Ambassador Rick Barton teaches at the Woodrow Wilson School at Princeton University, where he serves as a co-director of Princeton’s Scholars in the Nation’s Service Initiative and Ullman Fellowships. His 2018 book, Peace Works: America's Unifying Role in a Turbulent World, uses a mix of stories, history, and analysis to offer an affirmative approach to foreign affairs through concrete and attainable solutions. Barton started USAID’s Office of Transition Initiatives, and was America’s ambassador to the Economic and Social Council of the United Nations in New York, the UN’s Deputy High Commissioner for Refugees in Geneva and the first Assistant Secretary of State for Conflict and Stabilization Operations. He led conflict management initiatives in over 40 crisis zones across the globe, from Haiti, Iraq, Nigeria, Burma, Pakistan to Turkey. Published in The New York Times, the Washington Post, Politico, The Boston Globe, and numerous other international outlets, Barton is a guest on news shows ranging from NPR to all of the major networks. He resides in Washington, D.C. with his wife of 43 years, Kit Lunney.  

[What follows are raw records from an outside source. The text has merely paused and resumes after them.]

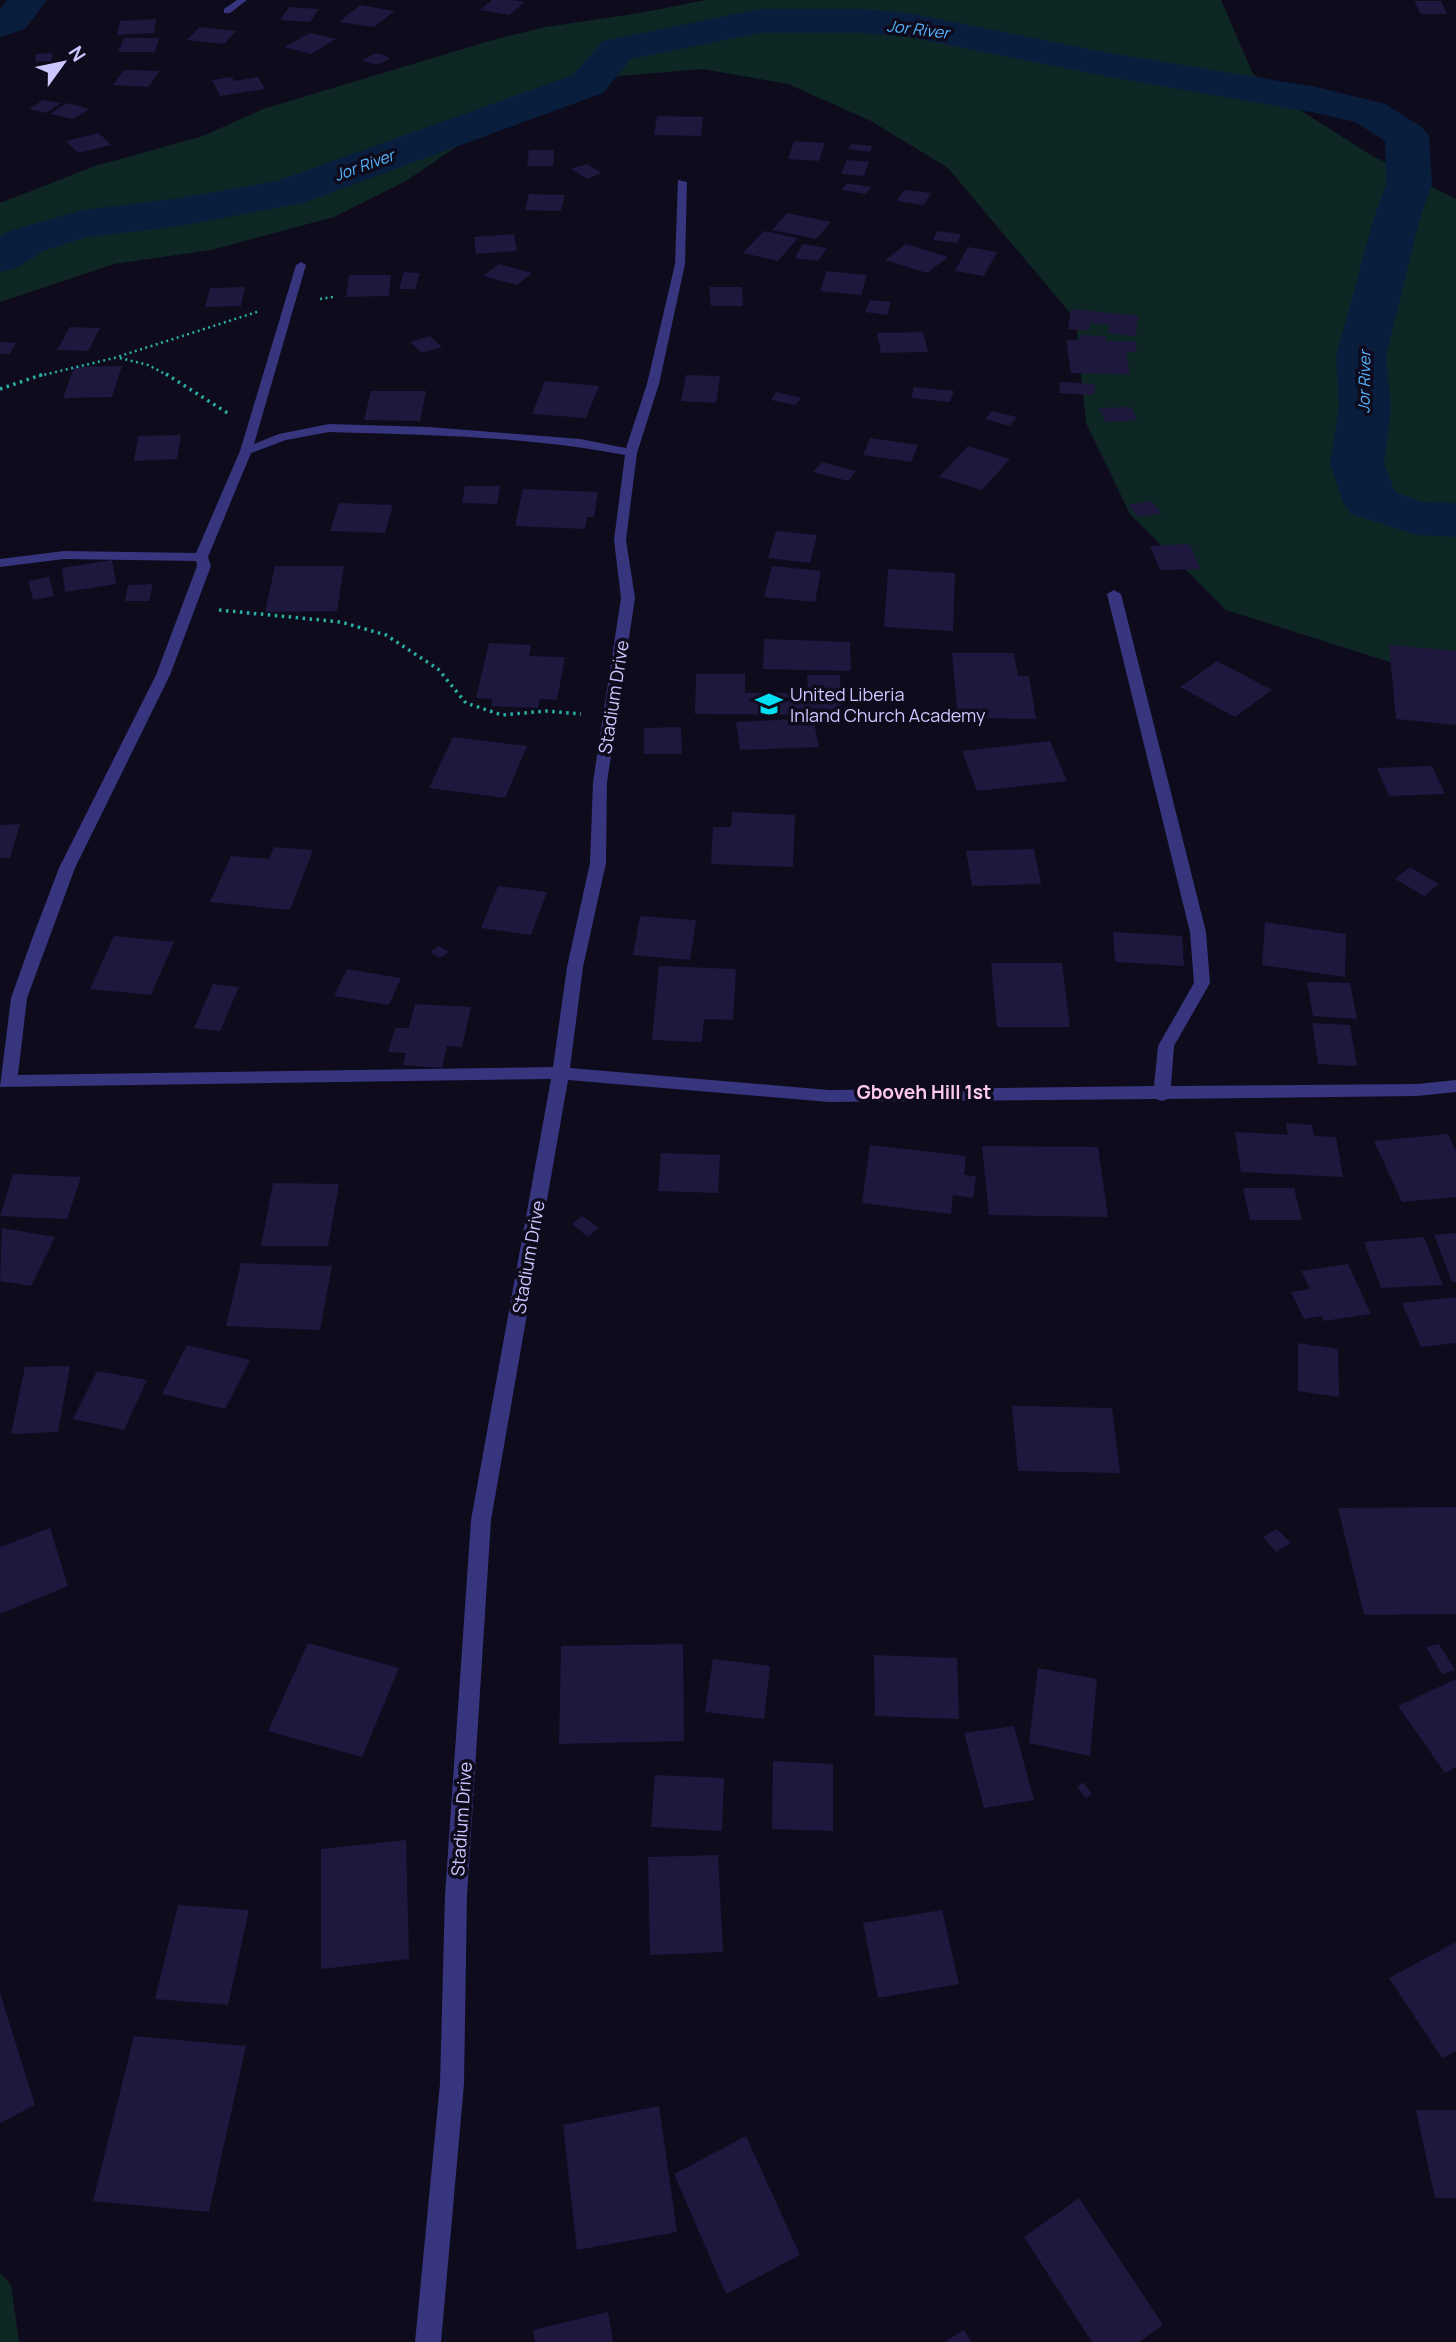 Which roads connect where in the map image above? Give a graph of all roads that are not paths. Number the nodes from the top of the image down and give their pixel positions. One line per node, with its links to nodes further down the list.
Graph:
1 (243, 0): 2 (street)
2 (227, 11)
3 (682, 182): 6 (street, Stadium Drive)
4 (301, 265): 5 (street)
5 (246, 451): 6 (street); 7 (street)
6 (631, 453): 10 (street, Stadium Drive)
7 (201, 557): 8 (street); 11 (street)
8 (0, 564)
9 (1114, 594): 13 (street)
10 (561, 1073): 11 (street); 13 (street); 14 (street, Stadium Drive)
11 (4, 1081)
12 (1456, 1086): 13 (street)
13 (1161, 1095)
14 (428, 2342) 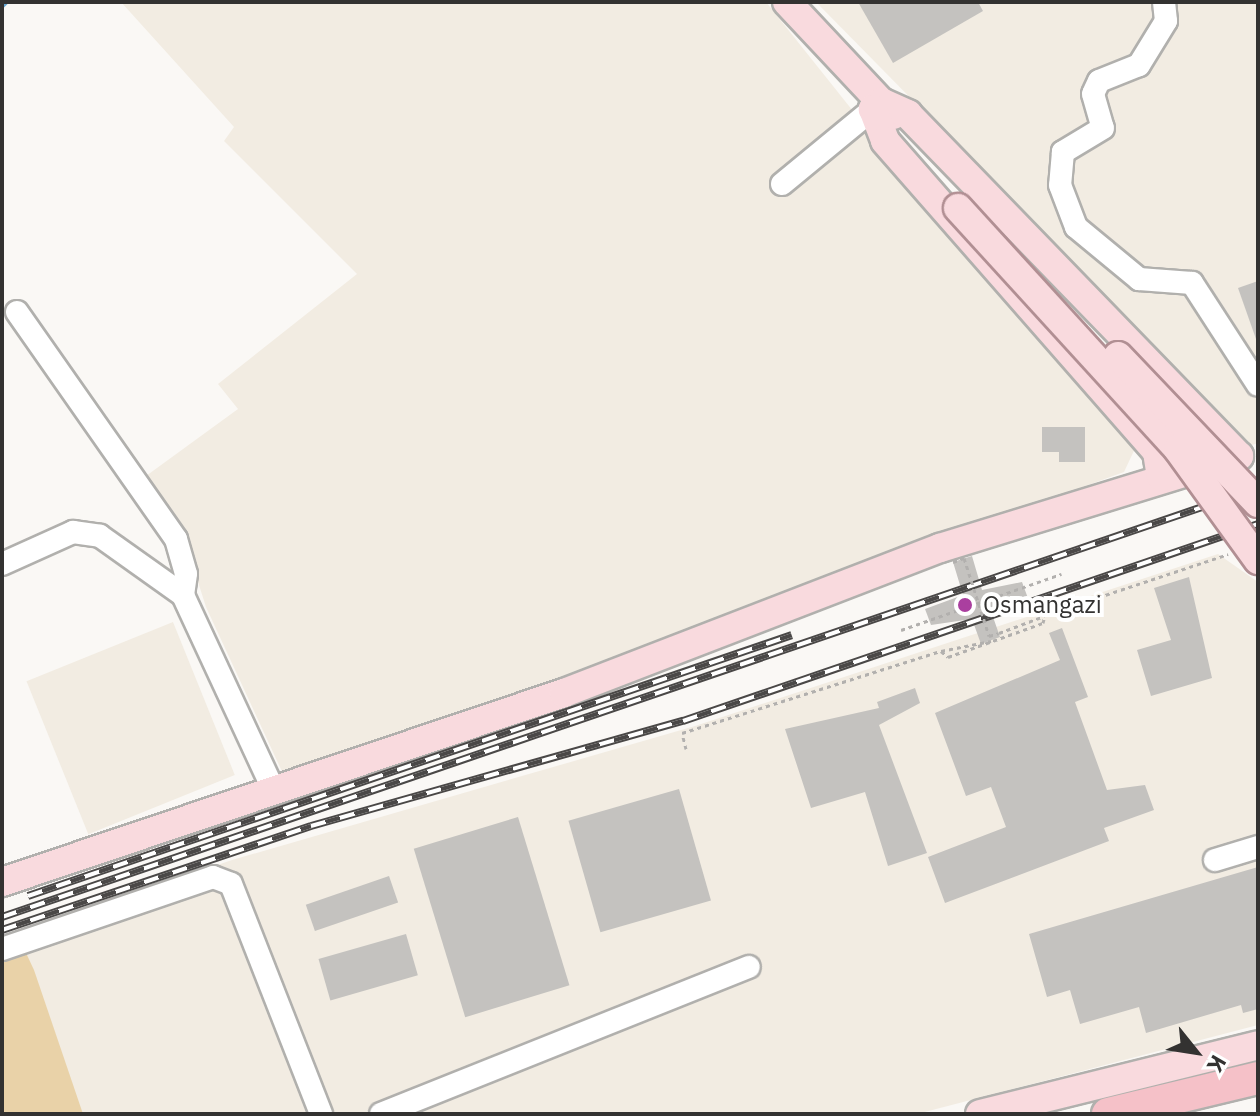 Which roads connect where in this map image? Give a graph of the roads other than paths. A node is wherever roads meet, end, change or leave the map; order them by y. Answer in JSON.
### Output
{"nodes":[{"id":1,"x":787,"y":2,"type":"edge"},
{"id":2,"x":1164,"y":2,"type":"edge"},
{"id":3,"x":871,"y":99,"type":"junction"},
{"id":4,"x":782,"y":184,"type":"dead end"},
{"id":5,"x":964,"y":205,"type":"junction"},
{"id":6,"x":17,"y":312,"type":"dead end"},
{"id":7,"x":1258,"y":385,"type":"edge"},
{"id":8,"x":1248,"y":453,"type":"edge"},
{"id":9,"x":1161,"y":477,"type":"junction"},
{"id":10,"x":1258,"y":503,"type":"edge"},
{"id":11,"x":1248,"y":555,"type":"edge"},
{"id":12,"x":2,"y":564,"type":"edge"},
{"id":13,"x":183,"y":595,"type":"junction"},
{"id":14,"x":274,"y":791,"type":"junction"},
{"id":15,"x":1258,"y":847,"type":"edge"},
{"id":16,"x":1215,"y":860,"type":"dead end"},
{"id":17,"x":2,"y":882,"type":"edge"},
{"id":18,"x":2,"y":949,"type":"edge"},
{"id":19,"x":749,"y":967,"type":"dead end"},
{"id":20,"x":1258,"y":1045,"type":"edge"},
{"id":21,"x":1258,"y":1078,"type":"edge"},
{"id":22,"x":321,"y":1114,"type":"edge"},
{"id":23,"x":381,"y":1114,"type":"edge"},
{"id":24,"x":980,"y":1114,"type":"edge"},
{"id":25,"x":1108,"y":1114,"type":"edge"}],
"edges":[{"from":1,"to":3,"type":"main road"},
{"from":2,"to":7,"type":"street"},
{"from":3,"to":4,"type":"street"},
{"from":3,"to":5,"type":"main road"},
{"from":3,"to":8,"type":"main road"},
{"from":3,"to":9,"type":"main road"},
{"from":5,"to":10,"type":"main road","bridge":true},
{"from":5,"to":11,"type":"main road","bridge":true},
{"from":6,"to":13,"type":"street"},
{"from":8,"to":9,"type":"main road"},
{"from":9,"to":14,"type":"main road"},
{"from":12,"to":13,"type":"street"},
{"from":13,"to":14,"type":"street"},
{"from":14,"to":17,"type":"main road"},
{"from":15,"to":16,"type":"street"},
{"from":18,"to":22,"type":"street"},
{"from":19,"to":23,"type":"street"},
{"from":20,"to":24,"type":"main road"},
{"from":21,"to":25,"type":"highway"}]} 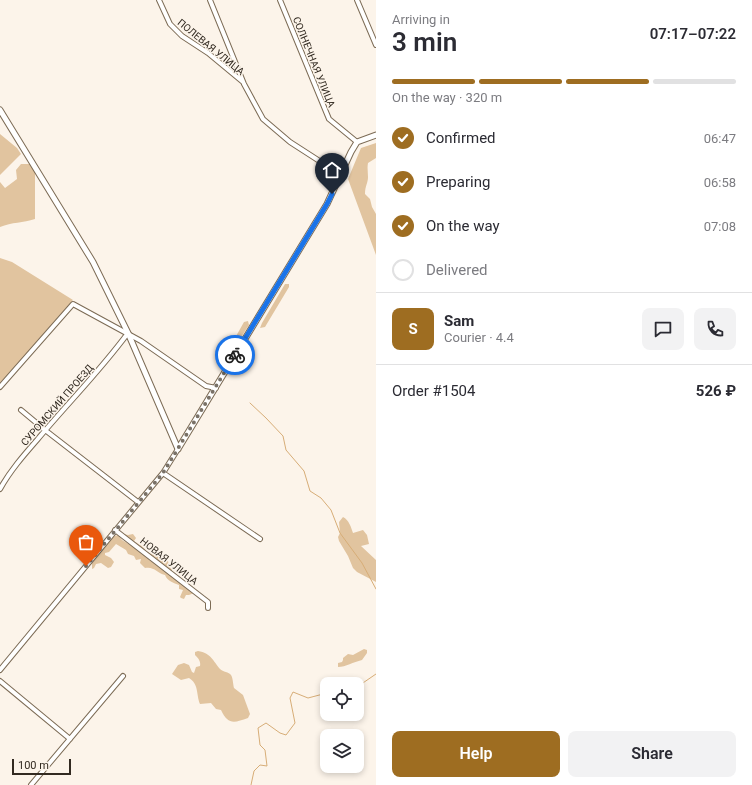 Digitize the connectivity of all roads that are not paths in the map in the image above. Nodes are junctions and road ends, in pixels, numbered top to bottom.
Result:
1 (159, 0) edge
2 (210, 0) edge
3 (280, 0) edge
4 (357, 0) edge
5 (376, 45) edge
6 (244, 84) junction
7 (0, 110) edge
8 (376, 135) edge
9 (357, 142) junction
10 (344, 170) junction
11 (128, 333) junction
12 (0, 387) edge
13 (216, 388) junction
14 (21, 410) dead end
15 (45, 430) junction
16 (178, 449) junction
17 (163, 473) junction
18 (0, 489) edge
19 (138, 502) junction
20 (115, 530) junction
21 (260, 538) dead end
22 (208, 608) dead end
23 (0, 670) edge
24 (123, 676) dead end
25 (0, 681) edge
26 (70, 739) junction
27 (31, 785) edge

1 - 6 street, ПОЛЕВАЯ УЛИЦА
2 - 6 street
3 - 9 street, СОЛНЕЧНАЯ УЛИЦА
4 - 5 street
6 - 10 street
7 - 11 street
8 - 9 street
9 - 10 street
10 - 13 street
11 - 12 street
11 - 13 street
11 - 15 street, СУРОМСКИЙ ПРОЕЗД
11 - 16 street
13 - 16 street
14 - 15 street
15 - 18 street, СУРОМСКИЙ ПРОЕЗД
15 - 19 street
16 - 17 street
17 - 19 street
17 - 21 street
19 - 20 street
20 - 22 street, НОВАЯ УЛИЦА
20 - 23 street
24 - 26 street
25 - 26 street
26 - 27 street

Alex Dehgan, CEO, Conservation X Labs, and former Afghanistan Country Director, Wildlife Conservation Society
Alex Dehgan is the CEO of Conservation X Labs, an innovation and technology startup focused on conservation. Alex is also the Chanler Innovator at Duke University and is a Professor of the Practice at Arizona State University. Alex most recently served as the Chief Scientist at the U.S. Agency for International Development, with rank of Assistant Administrator. Alex founded and headed the Office of Science and Technology, and created the vision for and helped launch the Global Development Lab, the Agency’s DARPA for Development, and was part of the founding team of USAID’s Policy Bureau Prior to USAID, Alex worked in multiple positions at the Dept. of State, including overseas service under the Coalition Provisional Authority, using science to support bilateral diplomacy. Alex was the founding country director of the Wildlife Conservation Society Afghanistan Program and helped create Afghanistan’s first national park. Alex is the author of the book, The Snow Leopard Project, which describes the effort. Alex holds a Ph.D in Evolutionary Biology from The University of Chicago.
Azar Nafisi is best known as the author of the national bestseller Reading Lolita in Tehran: A Memoir in Books, which electrified its readers with a compassionate and often harrowing portrait of the Islamic revolution in Iran and how it affected one university professor and her students. Earning high acclaim and an enthusiastic readership, Reading Lolita in Tehran is an incisive exploration of the transformative powers of fiction in a world of tyranny. The book has spent over 117 weeks on The New York Times bestseller list. Reading Lolita in Tehran has been translated in 32 languages, and has won diverse literary awards, including the Prix du Meilleur Livre Étranger, Non-fiction Book of the Year Award from Booksense, the Frederic W. Ness Book Award, the Latifeh Yarsheter Book Award, the Grand Prix des Lectrices de Elle, and an achievement award from the American Immigration Law Foundation, as well as being a finalist for the PEN/Martha Albrand Award for Memoir. In 2006 she won a Persian Golden Lioness Award for literature, presented by the World Academy of Arts, Literature, and Media. In 2009 Reading Lolita in Tehran was named as one of the “100 Best Books of the Decade” by The Times (London).